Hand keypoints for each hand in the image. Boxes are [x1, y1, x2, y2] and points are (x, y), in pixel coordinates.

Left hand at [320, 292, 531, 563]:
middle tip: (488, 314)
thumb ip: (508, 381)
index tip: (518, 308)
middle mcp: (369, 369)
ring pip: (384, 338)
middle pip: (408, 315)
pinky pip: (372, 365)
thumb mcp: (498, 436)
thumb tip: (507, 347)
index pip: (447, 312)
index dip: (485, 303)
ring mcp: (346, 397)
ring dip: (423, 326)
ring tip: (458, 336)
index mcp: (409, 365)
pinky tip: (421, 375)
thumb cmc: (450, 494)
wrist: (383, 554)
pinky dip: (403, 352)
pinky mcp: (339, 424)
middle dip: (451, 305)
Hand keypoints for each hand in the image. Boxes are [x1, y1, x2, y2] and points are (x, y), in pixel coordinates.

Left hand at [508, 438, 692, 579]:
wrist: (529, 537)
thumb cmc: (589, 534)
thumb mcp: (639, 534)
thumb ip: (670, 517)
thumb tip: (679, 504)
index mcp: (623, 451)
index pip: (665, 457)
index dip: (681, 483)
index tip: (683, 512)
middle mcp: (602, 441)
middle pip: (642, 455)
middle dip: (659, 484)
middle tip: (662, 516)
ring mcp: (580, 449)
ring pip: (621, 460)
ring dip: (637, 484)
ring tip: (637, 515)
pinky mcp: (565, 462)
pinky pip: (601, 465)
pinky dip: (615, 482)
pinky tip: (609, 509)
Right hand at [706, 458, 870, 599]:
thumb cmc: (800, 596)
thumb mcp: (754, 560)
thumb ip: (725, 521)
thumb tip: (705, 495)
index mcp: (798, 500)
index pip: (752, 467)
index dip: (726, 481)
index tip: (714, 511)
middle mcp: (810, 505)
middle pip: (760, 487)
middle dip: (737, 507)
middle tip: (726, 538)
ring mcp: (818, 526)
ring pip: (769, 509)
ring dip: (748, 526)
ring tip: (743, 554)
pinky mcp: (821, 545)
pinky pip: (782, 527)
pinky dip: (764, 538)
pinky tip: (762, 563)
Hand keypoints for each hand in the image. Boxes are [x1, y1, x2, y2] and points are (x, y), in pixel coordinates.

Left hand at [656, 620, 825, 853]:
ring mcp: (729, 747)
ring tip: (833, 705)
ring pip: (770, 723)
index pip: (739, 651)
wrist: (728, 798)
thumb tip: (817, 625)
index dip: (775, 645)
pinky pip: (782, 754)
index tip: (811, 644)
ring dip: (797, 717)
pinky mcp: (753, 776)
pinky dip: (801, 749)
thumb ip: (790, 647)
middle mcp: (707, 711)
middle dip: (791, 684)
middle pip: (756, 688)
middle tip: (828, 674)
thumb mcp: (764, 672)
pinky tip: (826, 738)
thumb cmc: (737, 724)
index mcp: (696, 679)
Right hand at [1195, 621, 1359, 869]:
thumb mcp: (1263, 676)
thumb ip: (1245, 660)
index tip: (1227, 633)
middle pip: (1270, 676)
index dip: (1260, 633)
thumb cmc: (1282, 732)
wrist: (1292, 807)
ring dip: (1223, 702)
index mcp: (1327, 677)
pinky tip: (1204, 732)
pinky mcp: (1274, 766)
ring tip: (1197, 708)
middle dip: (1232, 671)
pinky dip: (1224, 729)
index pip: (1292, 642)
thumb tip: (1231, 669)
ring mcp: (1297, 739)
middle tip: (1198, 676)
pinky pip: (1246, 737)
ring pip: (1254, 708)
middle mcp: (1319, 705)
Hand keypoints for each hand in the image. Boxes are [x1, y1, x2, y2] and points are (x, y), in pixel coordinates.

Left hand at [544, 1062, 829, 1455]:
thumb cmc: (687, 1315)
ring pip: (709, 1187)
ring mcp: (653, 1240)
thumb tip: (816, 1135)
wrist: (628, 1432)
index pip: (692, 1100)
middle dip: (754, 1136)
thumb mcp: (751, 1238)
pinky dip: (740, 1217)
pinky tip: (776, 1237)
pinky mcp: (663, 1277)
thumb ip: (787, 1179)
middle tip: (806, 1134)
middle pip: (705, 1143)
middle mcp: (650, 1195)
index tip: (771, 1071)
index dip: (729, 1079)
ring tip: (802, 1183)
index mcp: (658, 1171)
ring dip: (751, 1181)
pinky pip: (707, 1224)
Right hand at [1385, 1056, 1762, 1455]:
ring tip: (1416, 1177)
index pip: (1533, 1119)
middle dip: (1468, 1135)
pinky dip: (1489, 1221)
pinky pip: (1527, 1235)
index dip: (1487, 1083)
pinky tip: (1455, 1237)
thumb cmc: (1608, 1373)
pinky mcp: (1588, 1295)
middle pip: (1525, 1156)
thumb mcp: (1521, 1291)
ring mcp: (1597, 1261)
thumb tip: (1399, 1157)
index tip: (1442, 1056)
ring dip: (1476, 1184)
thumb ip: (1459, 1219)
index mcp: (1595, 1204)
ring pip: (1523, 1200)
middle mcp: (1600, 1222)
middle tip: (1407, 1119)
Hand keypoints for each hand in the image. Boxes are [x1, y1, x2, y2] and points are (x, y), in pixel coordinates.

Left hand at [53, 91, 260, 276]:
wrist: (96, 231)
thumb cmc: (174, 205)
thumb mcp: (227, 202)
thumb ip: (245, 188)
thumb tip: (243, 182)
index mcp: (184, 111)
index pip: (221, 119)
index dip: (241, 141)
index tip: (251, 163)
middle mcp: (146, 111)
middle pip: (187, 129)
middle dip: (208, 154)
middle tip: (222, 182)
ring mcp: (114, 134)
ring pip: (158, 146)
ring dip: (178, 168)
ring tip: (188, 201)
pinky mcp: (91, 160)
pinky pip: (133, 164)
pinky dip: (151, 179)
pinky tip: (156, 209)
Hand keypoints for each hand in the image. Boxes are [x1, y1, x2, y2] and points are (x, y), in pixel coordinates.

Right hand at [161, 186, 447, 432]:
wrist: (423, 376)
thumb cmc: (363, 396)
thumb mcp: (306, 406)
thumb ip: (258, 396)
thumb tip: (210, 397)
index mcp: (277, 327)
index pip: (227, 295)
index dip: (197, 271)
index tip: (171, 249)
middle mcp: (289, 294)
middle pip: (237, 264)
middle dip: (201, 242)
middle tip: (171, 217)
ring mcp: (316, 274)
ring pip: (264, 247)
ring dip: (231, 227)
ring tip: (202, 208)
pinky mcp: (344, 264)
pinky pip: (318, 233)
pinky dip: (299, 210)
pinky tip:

════════════════════

Take from the listing above each line containing "Left".

Left hand at [320, 292, 531, 563]:
Left hand at [508, 438, 692, 579]:
Left hand at [656, 620, 825, 853]:
Left hand at [544, 1062, 829, 1455]:
Left hand at [53, 91, 260, 276]:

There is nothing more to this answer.